For all its faults then, Pittsburgh’s Pride was an annual event that kicked off summer. Every year, without fail, it rained throughout the entirety of the Three Rivers Arts Festival. Perhaps a disgruntled painter or bead maker couldn’t get a booth at the festival many moons ago and cursed the artisanal event. He or she may have boogied down to the world’s most potent rain dance. Or perhaps Pittsburgh in early June is just notoriously wet.
Pride may goeth before the fall, but it always came after the rain, and you can’t make rainbows without rain.
At nine o’clock on that Sunday morning, I gathered with a group of improvisers and comedians from the Arcade Comedy Theater, LGBTQ and allies, to march in the parade.
The year before, I marched with some friends from Starbucks. I was never a barista. I don’t even drink coffee, but a friend of mine who managed a Starbucks was wrangling marchers for the parade and I volunteered. The year before that, I marched with the Steel City Volleyball League. I did play volleyball…badly. I may be a serial marcher. I like being in the parade more than watching the parade, and making a firm commitment is enough to rouse me out of bed on a Sunday morning after partying Saturday night.
When the Arcade Comedy Theater opened, I met with Kristy Nolen and Abby Fudor on Banksville Road, at yet another Starbucks, where I sipped a large, black, unsweetened iced tea and we discussed LGBTQ comedy. Founders Nolen and Fudor, along with Nolen’s husband, Jeffrey, and Fudor’s now-husband Michael Rubino were new to Liberty Avenue, and they were excited to participate in Pittsburgh’s Pride. Kristy Nolen said, “We’re the new neighbors, and we want to show support. What can we do?”
We developed a weekend of LGBTQ comedy for Pride, which has since grown exponentially since that first big gay weekend in 2017. In 2018, we formed LGBTQ*Bert, an improv team made up of entirely LGBTQ improvisers. There were four of us in the beginning: John Feightner, Connor McCanlus, Kayleigh Blanchette Kingsbury, and me. It has also grown exponentially, with more than a dozen LGBTQ performers weaving in and out of its ranks.
But in 2017, a small group of us gathered on that warm Sunday morning on the Boulevard of the Allies when an actual ally, Missy Moreno, sashayed down the street in a pink feather boa, wearing every conceivable color underneath. She was a walking rainbow. Jared Pascoe flipped up his sunglasses, clutched his coffee close, and went in for a hug. The first year, Pascoe’s Gay for Good and the Arcade Comedy Theater marched together. The following year, both groups were too large to march together.
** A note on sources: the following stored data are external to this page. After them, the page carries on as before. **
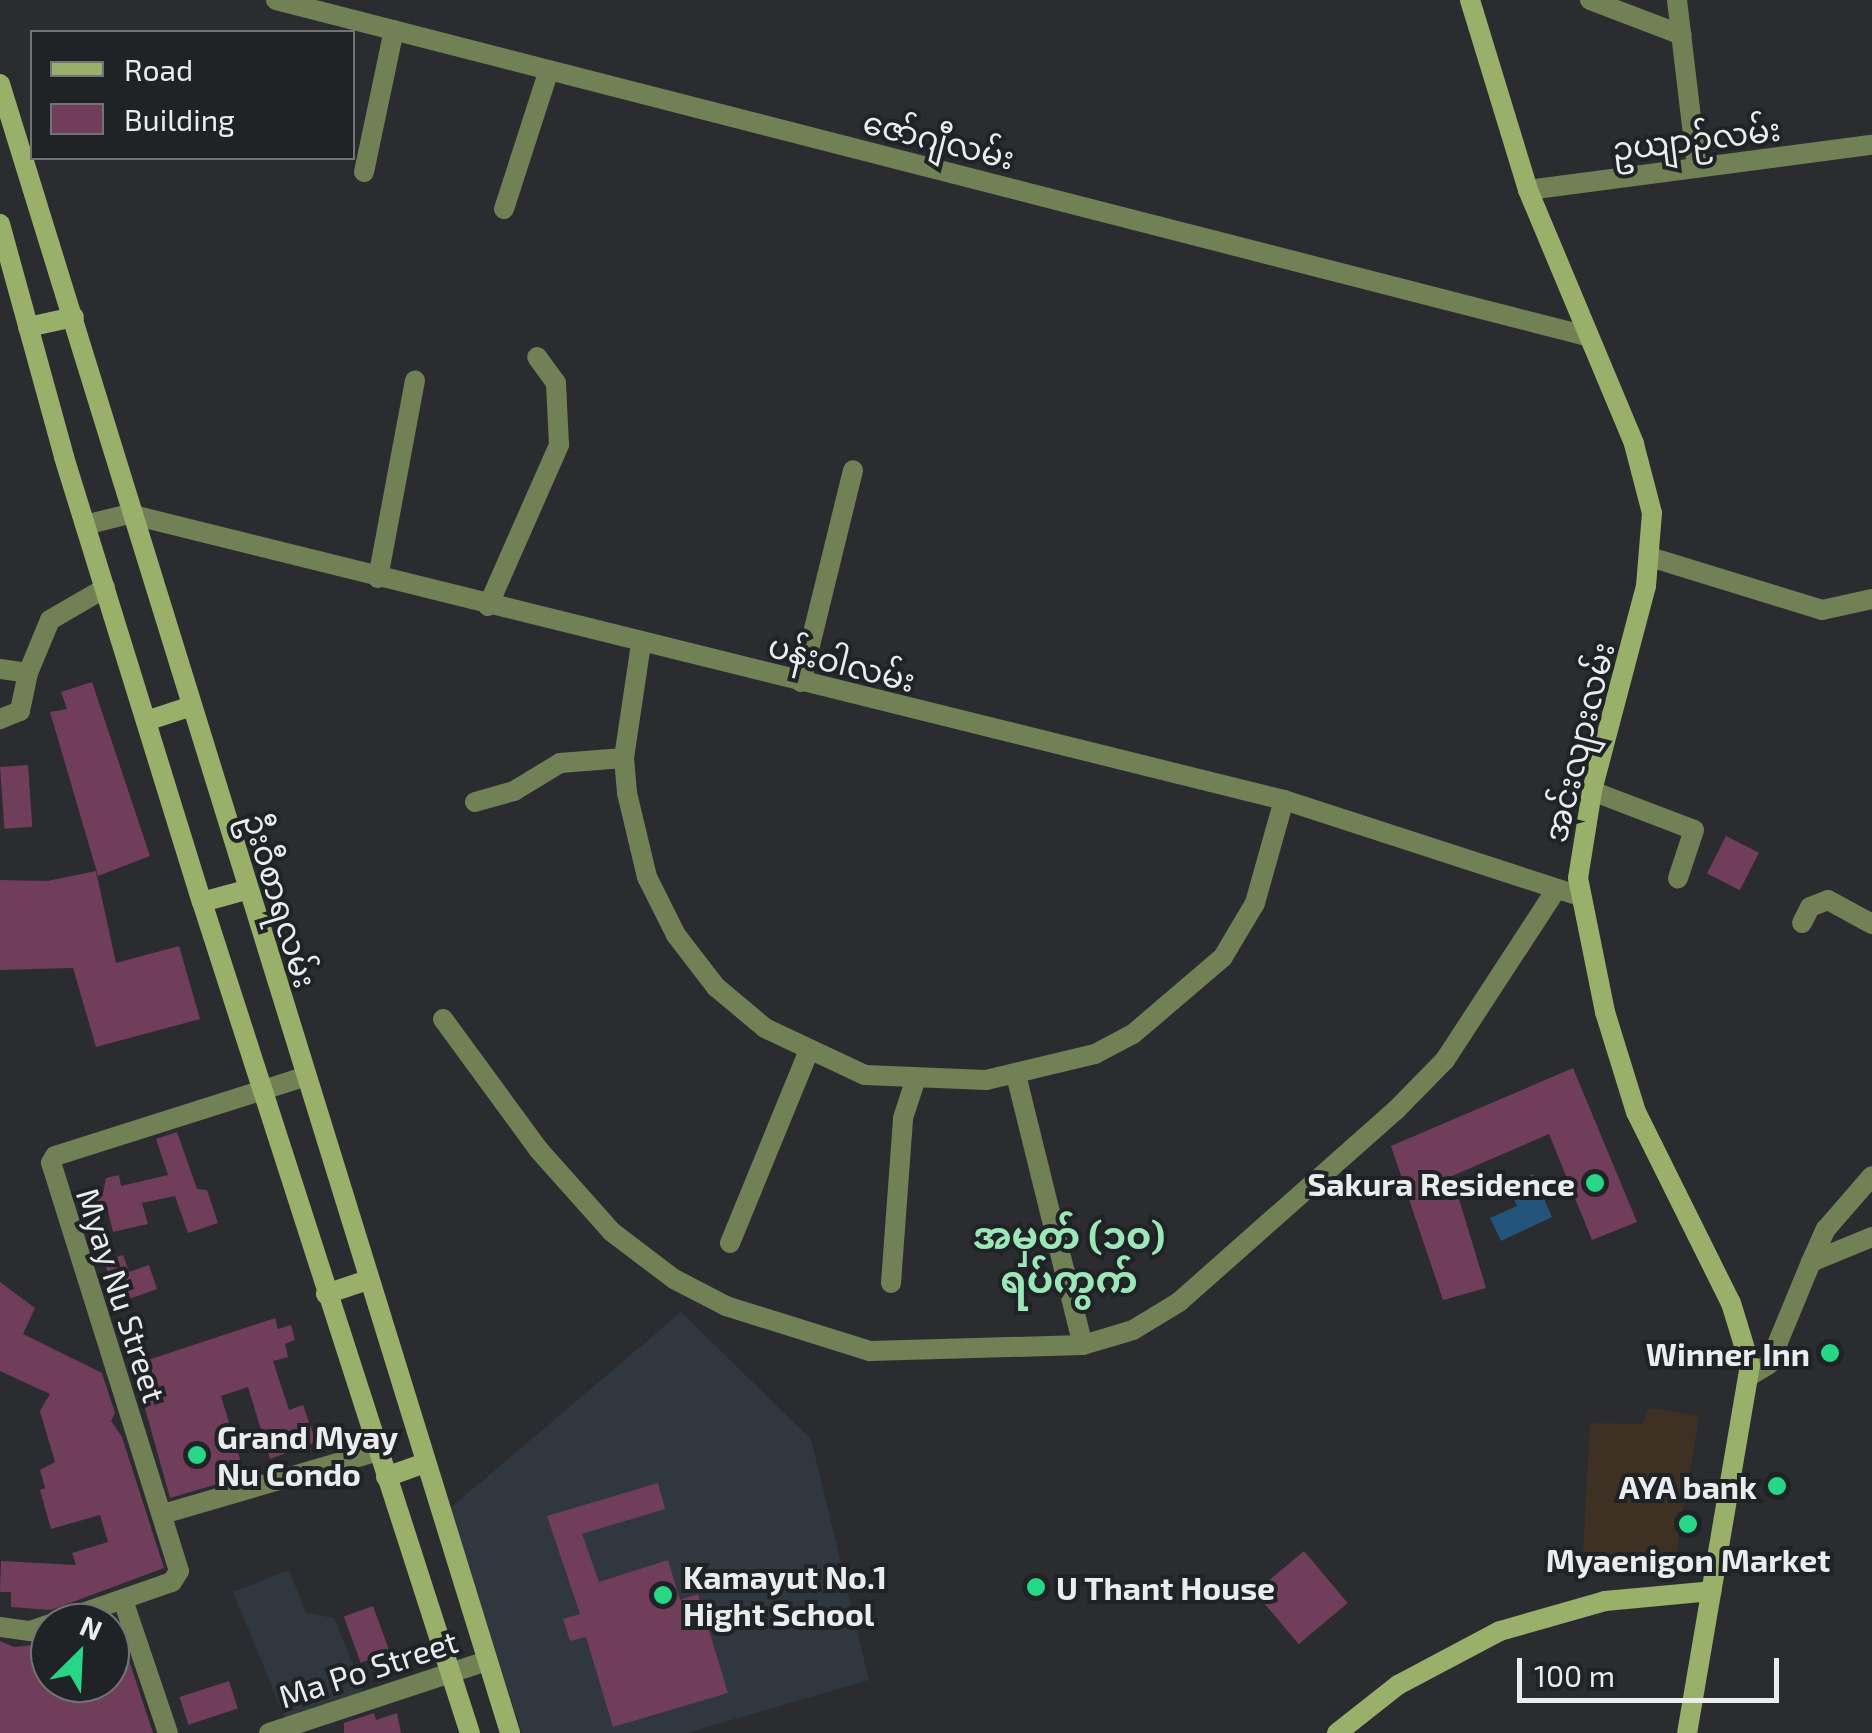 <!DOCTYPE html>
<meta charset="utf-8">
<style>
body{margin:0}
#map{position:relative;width:1872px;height:1733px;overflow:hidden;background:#2a2c2f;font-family:"Exo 2","Noto Sans Myanmar",sans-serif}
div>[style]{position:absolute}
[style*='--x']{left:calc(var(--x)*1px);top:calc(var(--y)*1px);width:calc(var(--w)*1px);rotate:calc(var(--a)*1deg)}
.commercial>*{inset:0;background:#3f3024}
.built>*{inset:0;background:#30373f}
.water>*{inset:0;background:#23557a}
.building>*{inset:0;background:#703d5b;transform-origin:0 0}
.street>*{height:20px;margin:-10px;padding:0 10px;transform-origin:10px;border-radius:10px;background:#728056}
.secondary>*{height:20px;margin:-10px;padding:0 10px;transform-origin:10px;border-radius:10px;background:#99b06b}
.dots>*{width:28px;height:28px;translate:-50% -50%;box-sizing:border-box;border:5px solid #202326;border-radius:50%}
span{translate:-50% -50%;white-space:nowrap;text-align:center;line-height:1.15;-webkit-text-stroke:8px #202326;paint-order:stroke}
.street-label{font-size:32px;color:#eaecee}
.poi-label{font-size:32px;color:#eaecee;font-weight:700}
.right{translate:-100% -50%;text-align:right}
.left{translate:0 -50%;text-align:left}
.quarter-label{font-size:38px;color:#9ce7b8;font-weight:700}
.legend{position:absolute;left:30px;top:30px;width:325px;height:130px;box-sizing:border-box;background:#202326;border:2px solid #717376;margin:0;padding:12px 18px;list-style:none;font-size:30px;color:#eaecee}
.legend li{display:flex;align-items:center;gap:20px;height:50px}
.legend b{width:50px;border:2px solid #717376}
.north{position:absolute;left:30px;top:1603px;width:100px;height:100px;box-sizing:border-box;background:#202326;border:2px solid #717376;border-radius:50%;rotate:24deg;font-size:28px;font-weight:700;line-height:40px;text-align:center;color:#eaecee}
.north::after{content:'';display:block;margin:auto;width:35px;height:45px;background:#26d886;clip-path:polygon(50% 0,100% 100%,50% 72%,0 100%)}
.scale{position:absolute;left:1517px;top:1658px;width:262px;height:45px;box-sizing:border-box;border:5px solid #eaecee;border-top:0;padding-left:12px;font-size:30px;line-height:35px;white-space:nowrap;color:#eaecee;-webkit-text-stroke:8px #202326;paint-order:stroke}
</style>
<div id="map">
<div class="commercial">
<i style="clip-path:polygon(1649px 1408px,1699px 1416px,1674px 1568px,1582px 1573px,1590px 1423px,1642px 1424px)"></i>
</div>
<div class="built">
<i style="clip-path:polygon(681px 1312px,811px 1439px,869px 1680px,687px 1733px,522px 1733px,449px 1509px)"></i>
<i style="clip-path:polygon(289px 1570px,306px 1613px,334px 1618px,364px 1692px,287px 1723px,233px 1592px)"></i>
</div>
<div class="water">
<i style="clip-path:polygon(1533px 1174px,1552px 1217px,1501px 1241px,1490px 1218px,1517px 1206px,1508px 1185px)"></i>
</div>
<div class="building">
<i style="clip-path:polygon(92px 682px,150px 856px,98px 876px,50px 712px,67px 709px,61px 692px)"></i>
<i style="left:28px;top:765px;width:62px;height:28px;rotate:86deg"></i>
<i style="left:1726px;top:836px;width:37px;height:42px;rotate:27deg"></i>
<i style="clip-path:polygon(96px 871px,116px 963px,179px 946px,200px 1019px,96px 1047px,73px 968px,0 970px,0 880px,47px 881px)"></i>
<i style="clip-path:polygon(1573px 1068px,1637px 1222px,1592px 1240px,1549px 1134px,1452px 1176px,1486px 1288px,1443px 1300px,1391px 1146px)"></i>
<i style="clip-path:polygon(177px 1132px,197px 1189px,207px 1190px,218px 1223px,188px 1233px,175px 1196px,142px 1203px,148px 1224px,113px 1232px,107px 1207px,96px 1210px,93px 1195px,103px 1193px,106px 1178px,119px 1175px,121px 1186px,168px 1175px,156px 1139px)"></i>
<i style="clip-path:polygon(123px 1255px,129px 1272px,149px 1265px,157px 1289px,118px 1303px,104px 1261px)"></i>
<i style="clip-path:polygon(0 1282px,35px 1308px,23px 1334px,102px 1373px,115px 1413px,111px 1421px,122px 1437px,164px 1568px,51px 1610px,11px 1607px,11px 1592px,0 1592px,1px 1561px,76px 1565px,72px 1553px,108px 1542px,100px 1515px,51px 1529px,40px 1490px,45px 1488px,40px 1470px,55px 1462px,40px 1411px,50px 1394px,0 1371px)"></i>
<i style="clip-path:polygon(275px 1318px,278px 1329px,291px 1325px,295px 1340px,285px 1344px,288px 1357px,273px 1361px,289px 1410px,303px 1405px,316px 1442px,270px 1459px,248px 1387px,221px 1396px,245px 1476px,170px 1498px,133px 1365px)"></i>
<i style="clip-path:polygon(658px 1483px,665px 1509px,582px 1534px,599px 1582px,668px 1560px,680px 1600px,698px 1594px,728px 1693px,613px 1727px,586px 1637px,570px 1641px,563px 1619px,580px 1614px,547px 1516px)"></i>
<i style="left:1304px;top:1551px;width:68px;height:64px;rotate:50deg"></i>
<i style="left:373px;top:1606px;width:49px;height:31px;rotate:70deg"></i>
<i style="clip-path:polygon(115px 1618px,153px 1733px,0 1733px,0 1641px,14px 1647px,50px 1643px,50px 1683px,110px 1683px)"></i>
<i style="left:229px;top:1681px;width:29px;height:52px;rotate:72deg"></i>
<i style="clip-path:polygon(374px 1713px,376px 1720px,397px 1713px,401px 1733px,344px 1733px,344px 1723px)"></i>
</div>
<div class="street">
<i style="--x:276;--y:0;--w:1353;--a:14.38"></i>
<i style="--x:1590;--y:0;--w:98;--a:20.8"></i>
<i style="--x:1677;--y:0;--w:169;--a:83.2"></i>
<i style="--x:364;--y:172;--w:145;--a:-78.1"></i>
<i style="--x:1528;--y:190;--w:347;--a:-7.5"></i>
<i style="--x:504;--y:209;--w:146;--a:-72.1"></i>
<i style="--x:85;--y:525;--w:45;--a:-14"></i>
<i style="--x:129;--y:514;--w:1190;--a:13.91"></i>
<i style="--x:1284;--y:800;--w:311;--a:18"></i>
<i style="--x:1650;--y:557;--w:180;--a:17.1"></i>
<i style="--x:1822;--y:610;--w:51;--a:-12.4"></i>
<i style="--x:378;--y:578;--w:201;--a:-79.4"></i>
<i style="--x:488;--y:606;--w:176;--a:-66.2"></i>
<i style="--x:559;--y:445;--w:62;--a:-92.8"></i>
<i style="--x:556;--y:383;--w:32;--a:-126"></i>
<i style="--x:641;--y:644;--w:115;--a:98.5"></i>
<i style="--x:624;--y:758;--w:35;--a:85"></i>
<i style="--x:627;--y:793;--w:86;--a:76.6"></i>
<i style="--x:647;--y:877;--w:65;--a:63.4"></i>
<i style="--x:676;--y:935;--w:66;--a:52.4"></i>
<i style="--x:716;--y:987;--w:64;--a:39.9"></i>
<i style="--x:765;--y:1028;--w:110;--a:25.2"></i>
<i style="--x:865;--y:1075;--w:121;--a:2.4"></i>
<i style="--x:986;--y:1080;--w:112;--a:-13.4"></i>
<i style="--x:1095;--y:1054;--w:43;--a:-27.8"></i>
<i style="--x:1133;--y:1034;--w:118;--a:-40.5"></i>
<i style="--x:1223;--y:957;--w:63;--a:-59.3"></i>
<i style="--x:1255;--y:903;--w:107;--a:-74.3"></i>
<i style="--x:0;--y:669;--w:28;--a:8"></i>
<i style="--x:28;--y:673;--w:39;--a:102"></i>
<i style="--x:20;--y:711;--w:22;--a:158"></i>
<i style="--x:28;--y:673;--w:57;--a:-67.5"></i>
<i style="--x:50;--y:620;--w:64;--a:-30.2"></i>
<i style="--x:801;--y:682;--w:218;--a:-76.2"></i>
<i style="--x:1592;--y:791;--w:109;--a:20.9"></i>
<i style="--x:1694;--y:830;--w:51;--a:108.4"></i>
<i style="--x:475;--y:802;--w:41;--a:-15.8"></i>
<i style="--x:514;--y:791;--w:54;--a:-31.3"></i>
<i style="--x:560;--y:763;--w:64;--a:-4.5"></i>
<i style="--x:1802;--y:923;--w:18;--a:-63"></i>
<i style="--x:1810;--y:907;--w:19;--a:-21"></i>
<i style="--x:1828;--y:900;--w:50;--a:28.6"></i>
<i style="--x:443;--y:1019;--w:161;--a:53.8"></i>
<i style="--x:538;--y:1149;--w:111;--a:48.3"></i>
<i style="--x:612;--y:1232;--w:78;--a:37.2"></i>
<i style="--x:674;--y:1279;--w:59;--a:27.4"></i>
<i style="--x:726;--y:1306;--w:151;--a:17.4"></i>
<i style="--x:870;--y:1351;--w:213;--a:-1.6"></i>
<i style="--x:1083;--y:1345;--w:52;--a:-16.7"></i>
<i style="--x:1133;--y:1330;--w:54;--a:-31.3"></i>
<i style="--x:1179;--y:1302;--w:290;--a:-41.5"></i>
<i style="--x:1396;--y:1110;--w:70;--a:-45.6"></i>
<i style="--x:1445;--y:1060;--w:203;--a:-56.9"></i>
<i style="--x:1016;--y:1075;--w:278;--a:76.1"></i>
<i style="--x:730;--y:1243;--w:205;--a:-67.7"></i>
<i style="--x:1811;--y:1262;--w:36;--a:-66"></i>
<i style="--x:1826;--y:1229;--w:70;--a:-49"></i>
<i style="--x:891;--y:1283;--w:165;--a:-85.8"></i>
<i style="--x:903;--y:1118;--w:38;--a:-72"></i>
<i style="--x:1751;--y:1375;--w:21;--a:-31"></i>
<i style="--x:1769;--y:1364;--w:110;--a:-67.6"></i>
<i style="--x:1811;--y:1262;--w:66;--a:-22.3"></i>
<i style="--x:163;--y:1514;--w:224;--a:-16.3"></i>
<i style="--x:123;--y:1600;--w:140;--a:71.3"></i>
<i style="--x:54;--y:1623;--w:125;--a:-19.2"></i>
<i style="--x:172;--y:1582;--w:13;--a:-58"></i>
<i style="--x:179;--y:1571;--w:428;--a:-107.4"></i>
<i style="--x:51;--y:1163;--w:8;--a:-60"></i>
<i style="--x:55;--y:1156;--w:261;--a:-17.6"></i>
<i style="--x:0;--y:1627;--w:30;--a:8"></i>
<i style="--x:30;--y:1631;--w:21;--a:-19"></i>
<i style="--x:269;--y:1733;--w:230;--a:-18.3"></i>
</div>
<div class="secondary">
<i style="--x:1470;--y:0;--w:199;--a:73"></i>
<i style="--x:1528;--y:190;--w:275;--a:67.3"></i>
<i style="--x:1634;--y:444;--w:71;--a:75.4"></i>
<i style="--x:1652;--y:513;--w:73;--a:94.7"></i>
<i style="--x:1646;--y:586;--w:212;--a:104.8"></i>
<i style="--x:1592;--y:791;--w:88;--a:99.1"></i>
<i style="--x:1578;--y:878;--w:137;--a:78.6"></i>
<i style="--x:1605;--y:1012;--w:105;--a:72.8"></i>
<i style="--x:1636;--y:1112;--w:213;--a:63.6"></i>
<i style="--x:1731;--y:1303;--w:65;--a:73"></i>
<i style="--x:1750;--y:1365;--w:373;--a:99.7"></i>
<i style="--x:0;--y:84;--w:1726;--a:72.81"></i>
<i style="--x:0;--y:224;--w:242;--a:74.6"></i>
<i style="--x:64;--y:457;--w:466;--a:72.8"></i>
<i style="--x:202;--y:902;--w:873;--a:72.13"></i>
<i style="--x:28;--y:327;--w:47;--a:-12.3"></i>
<i style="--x:146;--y:721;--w:45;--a:-18"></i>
<i style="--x:202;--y:902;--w:46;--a:-15.3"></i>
<i style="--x:326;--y:1294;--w:44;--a:-18.4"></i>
<i style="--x:386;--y:1477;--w:41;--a:-19.7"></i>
<i style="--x:1337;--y:1733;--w:78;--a:-38.2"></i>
<i style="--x:1398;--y:1685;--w:115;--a:-27.9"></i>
<i style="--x:1500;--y:1631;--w:109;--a:-15.9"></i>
<i style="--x:1605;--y:1601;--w:107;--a:-5.3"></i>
</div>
<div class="dots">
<i style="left:1595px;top:1183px;background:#26d886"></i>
<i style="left:1830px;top:1353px;background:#26d886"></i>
<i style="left:197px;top:1455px;background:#26d886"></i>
<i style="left:1777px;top:1486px;background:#26d886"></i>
<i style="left:1688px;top:1524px;background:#26d886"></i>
<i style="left:1036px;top:1587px;background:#26d886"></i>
<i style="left:663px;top:1595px;background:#26d886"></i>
</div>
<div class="street-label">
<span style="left:1696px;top:138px;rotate:-7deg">ဥယျာဉ်လမ်း</span>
<span style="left:939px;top:139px;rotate:14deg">ဇော်ဂျီလမ်း</span>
<span style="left:842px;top:662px;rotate:14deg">ပန်းဝါလမ်း</span>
<span style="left:1578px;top:742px;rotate:-76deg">အင်းလျားလမ်း</span>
<span style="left:281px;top:900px;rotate:73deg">ဦးဝီစာရလမ်း</span>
<span style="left:122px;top:1295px;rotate:72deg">Myay Nu Street</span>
<span style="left:368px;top:1668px;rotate:-18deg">Ma Po Street</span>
</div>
<div class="poi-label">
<span class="right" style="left:1575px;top:1183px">Sakura Residence</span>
<span class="right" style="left:1810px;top:1353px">Winner Inn</span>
<span class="left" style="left:217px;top:1455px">Grand Myay<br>Nu Condo</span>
<span class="right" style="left:1757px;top:1486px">AYA bank</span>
<span style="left:1688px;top:1559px">Myaenigon Market</span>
<span class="left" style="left:683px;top:1595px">Kamayut No.1<br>Hight School</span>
<span class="left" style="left:1056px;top:1587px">U Thant House</span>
</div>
<div class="quarter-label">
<span style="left:1069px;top:1257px">အမှတ် (၁၀)<br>ရပ်ကွက်</span>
</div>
<ul class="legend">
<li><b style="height:12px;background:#99b06b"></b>Road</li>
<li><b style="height:28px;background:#703d5b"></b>Building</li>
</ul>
<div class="north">N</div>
<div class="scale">100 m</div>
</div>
Side note: Pascoe’s Golden Girls reenactment shows with Billy Mason, Jason Shavers, Conor McCanlus, and Brian Edwards reached near-legendary status. They sold out every year.
I stood by and watched Missy and Jared embrace and a special tingle went up and down my spine. My comedy world and my gay world merged for the first time.
That version of Pittsburgh Pride had a notorious reputation, but sometimes a flower pops up in the cracks of the cement. No matter what the circumstances, we must be grateful for those moments when we get a chance to celebrate our whole selves. That is what Pride is all about.